Nothing past the line containing "index dip: (101, 58)" belongs in the output. Copy exactly every line of the data below from the first up to and including it.

= = =

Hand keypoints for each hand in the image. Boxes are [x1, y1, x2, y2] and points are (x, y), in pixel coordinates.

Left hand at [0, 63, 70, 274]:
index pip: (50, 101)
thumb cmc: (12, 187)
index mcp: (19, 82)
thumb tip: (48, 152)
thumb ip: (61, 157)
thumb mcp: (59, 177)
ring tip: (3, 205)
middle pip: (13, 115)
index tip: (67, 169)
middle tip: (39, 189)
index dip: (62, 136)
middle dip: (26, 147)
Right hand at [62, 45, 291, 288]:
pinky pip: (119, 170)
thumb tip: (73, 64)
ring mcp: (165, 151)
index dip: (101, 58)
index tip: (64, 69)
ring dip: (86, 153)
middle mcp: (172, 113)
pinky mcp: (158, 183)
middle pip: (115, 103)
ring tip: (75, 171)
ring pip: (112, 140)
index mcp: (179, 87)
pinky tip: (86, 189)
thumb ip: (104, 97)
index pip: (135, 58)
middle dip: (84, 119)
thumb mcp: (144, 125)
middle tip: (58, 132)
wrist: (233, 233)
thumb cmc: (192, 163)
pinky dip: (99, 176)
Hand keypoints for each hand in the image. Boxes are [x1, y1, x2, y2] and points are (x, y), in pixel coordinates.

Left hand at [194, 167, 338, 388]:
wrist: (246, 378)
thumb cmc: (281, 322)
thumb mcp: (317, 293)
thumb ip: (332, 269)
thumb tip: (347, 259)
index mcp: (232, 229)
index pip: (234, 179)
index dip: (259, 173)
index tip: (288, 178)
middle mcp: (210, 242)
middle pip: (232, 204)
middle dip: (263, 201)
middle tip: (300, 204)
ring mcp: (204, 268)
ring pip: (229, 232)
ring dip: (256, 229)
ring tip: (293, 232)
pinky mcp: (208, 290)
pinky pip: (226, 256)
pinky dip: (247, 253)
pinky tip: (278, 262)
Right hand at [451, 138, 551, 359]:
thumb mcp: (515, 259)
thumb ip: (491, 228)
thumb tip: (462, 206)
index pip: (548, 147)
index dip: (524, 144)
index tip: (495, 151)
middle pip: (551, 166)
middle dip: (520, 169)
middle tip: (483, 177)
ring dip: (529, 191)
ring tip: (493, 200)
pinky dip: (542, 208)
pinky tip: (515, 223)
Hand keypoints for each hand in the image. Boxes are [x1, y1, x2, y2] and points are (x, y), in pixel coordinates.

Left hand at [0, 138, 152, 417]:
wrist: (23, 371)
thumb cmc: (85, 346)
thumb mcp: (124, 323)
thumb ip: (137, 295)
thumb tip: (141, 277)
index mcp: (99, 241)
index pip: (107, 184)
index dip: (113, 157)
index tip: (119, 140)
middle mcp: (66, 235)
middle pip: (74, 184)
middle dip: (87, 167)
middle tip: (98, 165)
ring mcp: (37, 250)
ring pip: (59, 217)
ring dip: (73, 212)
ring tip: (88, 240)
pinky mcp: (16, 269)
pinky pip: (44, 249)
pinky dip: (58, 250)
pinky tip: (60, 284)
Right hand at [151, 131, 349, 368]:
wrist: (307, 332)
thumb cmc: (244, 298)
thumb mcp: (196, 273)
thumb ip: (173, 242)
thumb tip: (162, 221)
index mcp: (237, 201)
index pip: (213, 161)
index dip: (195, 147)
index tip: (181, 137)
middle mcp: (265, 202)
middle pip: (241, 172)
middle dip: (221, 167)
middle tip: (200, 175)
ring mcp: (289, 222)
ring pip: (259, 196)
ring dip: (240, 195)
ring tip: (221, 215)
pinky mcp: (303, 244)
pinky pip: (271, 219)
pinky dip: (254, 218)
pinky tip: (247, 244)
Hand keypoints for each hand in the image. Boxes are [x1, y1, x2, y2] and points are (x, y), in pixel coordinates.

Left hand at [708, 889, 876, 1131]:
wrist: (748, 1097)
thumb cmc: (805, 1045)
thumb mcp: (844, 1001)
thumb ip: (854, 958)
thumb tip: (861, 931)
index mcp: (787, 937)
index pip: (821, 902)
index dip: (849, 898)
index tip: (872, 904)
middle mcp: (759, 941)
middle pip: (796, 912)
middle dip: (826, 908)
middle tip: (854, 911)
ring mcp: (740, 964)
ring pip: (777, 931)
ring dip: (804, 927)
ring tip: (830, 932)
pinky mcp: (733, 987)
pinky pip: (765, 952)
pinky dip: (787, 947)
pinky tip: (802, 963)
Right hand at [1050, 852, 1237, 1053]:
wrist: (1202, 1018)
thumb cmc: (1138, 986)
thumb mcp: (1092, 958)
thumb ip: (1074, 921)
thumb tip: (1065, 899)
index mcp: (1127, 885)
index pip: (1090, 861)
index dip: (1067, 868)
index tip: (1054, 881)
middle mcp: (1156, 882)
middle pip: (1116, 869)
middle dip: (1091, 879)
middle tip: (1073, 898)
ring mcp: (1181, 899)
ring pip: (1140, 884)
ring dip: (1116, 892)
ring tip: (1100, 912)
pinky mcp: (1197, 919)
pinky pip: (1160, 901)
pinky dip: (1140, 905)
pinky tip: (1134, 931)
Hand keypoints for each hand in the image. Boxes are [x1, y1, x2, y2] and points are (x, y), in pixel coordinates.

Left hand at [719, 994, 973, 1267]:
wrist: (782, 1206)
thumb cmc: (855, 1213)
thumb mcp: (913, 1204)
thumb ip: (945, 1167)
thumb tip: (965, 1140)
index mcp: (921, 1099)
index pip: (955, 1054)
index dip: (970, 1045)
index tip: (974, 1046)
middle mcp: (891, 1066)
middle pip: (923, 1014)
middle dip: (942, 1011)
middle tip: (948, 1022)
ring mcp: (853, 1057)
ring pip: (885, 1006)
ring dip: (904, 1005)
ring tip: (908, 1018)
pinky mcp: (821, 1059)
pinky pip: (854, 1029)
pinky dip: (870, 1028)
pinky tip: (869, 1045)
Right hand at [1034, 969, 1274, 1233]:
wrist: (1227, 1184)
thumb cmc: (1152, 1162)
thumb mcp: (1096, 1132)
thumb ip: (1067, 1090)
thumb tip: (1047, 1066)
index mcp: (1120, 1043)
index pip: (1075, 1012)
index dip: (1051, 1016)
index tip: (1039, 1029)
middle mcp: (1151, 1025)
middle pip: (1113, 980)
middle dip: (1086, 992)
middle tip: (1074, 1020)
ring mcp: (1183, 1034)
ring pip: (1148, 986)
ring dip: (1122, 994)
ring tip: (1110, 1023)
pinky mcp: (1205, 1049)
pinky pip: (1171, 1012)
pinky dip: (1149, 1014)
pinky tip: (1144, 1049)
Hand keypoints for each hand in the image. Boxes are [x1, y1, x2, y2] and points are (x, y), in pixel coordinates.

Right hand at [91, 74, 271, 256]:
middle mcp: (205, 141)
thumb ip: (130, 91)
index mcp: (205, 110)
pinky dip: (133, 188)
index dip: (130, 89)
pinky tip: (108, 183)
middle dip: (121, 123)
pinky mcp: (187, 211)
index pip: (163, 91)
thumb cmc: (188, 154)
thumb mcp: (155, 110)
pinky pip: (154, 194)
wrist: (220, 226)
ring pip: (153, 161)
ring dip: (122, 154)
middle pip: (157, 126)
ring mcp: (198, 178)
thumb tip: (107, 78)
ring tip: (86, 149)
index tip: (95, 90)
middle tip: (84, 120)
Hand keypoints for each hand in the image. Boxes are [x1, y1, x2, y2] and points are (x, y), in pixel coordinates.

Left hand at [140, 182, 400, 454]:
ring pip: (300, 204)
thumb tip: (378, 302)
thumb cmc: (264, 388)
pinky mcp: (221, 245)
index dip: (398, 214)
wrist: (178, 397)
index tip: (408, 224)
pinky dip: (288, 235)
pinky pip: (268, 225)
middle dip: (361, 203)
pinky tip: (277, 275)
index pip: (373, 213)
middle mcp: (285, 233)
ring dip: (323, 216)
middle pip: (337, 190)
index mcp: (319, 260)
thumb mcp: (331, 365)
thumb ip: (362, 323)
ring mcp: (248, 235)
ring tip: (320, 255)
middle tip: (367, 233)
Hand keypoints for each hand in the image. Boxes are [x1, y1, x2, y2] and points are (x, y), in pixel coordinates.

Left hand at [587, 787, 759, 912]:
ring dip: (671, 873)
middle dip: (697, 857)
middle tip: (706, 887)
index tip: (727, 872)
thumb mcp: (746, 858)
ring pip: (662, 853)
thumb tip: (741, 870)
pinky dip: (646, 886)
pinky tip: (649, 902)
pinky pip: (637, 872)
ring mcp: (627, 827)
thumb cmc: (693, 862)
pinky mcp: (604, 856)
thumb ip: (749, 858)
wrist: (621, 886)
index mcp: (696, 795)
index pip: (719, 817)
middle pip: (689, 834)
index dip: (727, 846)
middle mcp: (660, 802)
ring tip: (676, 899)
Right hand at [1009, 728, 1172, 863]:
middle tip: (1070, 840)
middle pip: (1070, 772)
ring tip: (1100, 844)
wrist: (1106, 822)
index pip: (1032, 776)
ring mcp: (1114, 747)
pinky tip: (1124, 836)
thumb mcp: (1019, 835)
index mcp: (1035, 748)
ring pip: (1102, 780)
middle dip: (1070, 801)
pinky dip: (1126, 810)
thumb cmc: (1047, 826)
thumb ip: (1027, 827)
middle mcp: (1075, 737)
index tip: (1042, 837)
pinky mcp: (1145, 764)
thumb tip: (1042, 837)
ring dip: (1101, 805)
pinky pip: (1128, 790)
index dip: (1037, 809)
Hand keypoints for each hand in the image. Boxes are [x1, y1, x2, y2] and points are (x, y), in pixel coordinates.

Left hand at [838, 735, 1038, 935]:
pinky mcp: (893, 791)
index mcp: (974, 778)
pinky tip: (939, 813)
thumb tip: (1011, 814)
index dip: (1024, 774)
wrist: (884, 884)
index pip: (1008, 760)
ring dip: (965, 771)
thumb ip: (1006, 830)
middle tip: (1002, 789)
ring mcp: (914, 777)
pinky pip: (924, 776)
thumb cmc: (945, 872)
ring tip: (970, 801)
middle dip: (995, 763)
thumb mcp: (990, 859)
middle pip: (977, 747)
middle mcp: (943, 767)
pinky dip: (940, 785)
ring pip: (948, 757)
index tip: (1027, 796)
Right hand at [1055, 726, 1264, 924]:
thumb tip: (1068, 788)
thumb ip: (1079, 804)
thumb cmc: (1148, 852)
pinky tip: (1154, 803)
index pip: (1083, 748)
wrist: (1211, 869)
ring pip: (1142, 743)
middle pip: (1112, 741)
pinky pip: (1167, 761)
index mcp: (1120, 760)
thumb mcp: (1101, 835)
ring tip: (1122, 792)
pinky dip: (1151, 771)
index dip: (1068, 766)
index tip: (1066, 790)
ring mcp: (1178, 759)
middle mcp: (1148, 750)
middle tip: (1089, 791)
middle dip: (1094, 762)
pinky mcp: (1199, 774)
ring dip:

= = =

Written solution =
Hand keypoints for each hand in the image. Boxes are [x1, y1, x2, y2] and points are (x, y), in pixel coordinates.

Left hand at [0, 63, 70, 274]:
index pip: (50, 101)
thumb cmc: (12, 187)
index mcp: (19, 82)
thumb tip: (48, 152)
thumb ip: (61, 157)
thumb mcp: (59, 177)
ring tip: (3, 205)
middle pip: (13, 115)
index tip: (67, 169)
middle tip: (39, 189)
index dip: (62, 136)
middle dip: (26, 147)
Right hand at [62, 45, 291, 288]:
pinky pip: (119, 170)
thumb tip: (73, 64)
ring mcp: (165, 151)
index dip: (101, 58)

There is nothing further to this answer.